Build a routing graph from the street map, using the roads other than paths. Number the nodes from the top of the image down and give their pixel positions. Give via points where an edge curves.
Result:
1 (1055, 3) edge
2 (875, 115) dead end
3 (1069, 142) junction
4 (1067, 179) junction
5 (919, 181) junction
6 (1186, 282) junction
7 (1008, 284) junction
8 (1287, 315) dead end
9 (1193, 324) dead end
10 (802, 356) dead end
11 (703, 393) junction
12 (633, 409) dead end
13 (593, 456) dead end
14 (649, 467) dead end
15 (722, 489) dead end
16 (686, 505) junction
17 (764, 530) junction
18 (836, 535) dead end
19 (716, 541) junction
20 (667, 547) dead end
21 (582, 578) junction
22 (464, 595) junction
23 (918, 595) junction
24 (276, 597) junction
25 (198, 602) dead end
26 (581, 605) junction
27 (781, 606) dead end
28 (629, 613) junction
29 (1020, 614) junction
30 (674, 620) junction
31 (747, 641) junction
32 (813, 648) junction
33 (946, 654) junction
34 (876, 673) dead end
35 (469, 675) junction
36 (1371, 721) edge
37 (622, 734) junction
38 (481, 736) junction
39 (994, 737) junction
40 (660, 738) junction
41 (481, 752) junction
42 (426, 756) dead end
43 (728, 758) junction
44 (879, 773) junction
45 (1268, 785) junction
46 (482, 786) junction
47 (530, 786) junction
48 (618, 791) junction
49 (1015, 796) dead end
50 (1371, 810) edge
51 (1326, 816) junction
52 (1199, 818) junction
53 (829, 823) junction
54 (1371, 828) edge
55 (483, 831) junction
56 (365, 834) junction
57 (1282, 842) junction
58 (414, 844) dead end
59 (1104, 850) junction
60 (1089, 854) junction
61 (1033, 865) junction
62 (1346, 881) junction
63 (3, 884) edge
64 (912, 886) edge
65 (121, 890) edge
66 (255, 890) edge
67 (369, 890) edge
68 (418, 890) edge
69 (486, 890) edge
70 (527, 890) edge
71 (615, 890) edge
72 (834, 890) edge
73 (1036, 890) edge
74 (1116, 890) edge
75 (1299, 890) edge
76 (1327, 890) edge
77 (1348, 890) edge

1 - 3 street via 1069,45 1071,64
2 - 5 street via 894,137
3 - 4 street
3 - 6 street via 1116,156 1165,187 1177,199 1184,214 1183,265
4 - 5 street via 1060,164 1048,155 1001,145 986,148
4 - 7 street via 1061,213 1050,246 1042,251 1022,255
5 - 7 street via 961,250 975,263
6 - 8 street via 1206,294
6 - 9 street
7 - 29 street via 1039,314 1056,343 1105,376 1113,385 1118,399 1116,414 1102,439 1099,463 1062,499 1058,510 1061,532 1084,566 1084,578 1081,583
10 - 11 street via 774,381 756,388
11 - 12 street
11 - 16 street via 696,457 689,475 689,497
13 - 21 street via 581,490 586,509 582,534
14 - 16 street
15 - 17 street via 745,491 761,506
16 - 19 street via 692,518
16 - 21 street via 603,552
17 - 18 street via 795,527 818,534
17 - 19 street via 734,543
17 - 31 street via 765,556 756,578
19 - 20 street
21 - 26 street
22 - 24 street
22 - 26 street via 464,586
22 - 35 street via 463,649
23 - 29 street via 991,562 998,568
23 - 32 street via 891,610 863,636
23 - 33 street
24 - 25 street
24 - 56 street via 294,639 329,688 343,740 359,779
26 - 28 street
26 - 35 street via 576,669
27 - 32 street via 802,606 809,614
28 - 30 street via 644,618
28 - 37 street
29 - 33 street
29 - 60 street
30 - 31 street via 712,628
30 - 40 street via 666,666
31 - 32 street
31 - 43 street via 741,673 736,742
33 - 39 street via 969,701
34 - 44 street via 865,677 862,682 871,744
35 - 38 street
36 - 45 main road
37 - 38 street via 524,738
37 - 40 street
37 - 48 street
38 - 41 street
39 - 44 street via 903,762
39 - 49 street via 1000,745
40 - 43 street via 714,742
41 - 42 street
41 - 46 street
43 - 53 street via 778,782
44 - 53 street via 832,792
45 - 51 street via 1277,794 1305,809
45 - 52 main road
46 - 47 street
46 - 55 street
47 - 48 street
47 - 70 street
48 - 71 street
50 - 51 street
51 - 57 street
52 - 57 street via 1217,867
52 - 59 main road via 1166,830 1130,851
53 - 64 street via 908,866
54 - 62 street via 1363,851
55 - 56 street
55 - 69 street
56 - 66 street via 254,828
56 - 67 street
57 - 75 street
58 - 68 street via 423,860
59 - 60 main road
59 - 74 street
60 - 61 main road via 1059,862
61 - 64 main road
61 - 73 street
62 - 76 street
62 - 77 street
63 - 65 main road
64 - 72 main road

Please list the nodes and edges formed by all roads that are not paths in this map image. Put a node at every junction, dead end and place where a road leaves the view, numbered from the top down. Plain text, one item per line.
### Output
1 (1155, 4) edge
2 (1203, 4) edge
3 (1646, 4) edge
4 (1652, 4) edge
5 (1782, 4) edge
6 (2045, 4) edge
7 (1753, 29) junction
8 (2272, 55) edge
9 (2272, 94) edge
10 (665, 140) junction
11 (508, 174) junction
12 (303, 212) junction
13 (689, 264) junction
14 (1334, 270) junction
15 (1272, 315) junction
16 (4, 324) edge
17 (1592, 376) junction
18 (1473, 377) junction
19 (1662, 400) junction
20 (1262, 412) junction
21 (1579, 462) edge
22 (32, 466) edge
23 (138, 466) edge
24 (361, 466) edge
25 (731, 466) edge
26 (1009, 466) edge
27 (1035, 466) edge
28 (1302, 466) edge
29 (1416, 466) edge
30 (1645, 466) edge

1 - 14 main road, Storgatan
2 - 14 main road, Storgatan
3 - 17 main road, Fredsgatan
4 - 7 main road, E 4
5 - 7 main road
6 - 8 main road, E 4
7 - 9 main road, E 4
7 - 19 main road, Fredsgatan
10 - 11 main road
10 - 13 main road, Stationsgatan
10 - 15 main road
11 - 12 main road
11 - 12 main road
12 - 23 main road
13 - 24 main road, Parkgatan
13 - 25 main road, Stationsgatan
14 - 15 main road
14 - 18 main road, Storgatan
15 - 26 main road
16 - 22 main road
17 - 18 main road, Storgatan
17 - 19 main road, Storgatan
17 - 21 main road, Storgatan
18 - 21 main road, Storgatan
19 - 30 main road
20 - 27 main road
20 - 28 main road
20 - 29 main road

**What you need to do:** Count the lines above that include the string "paths". Write only the number.

**Reply:** 2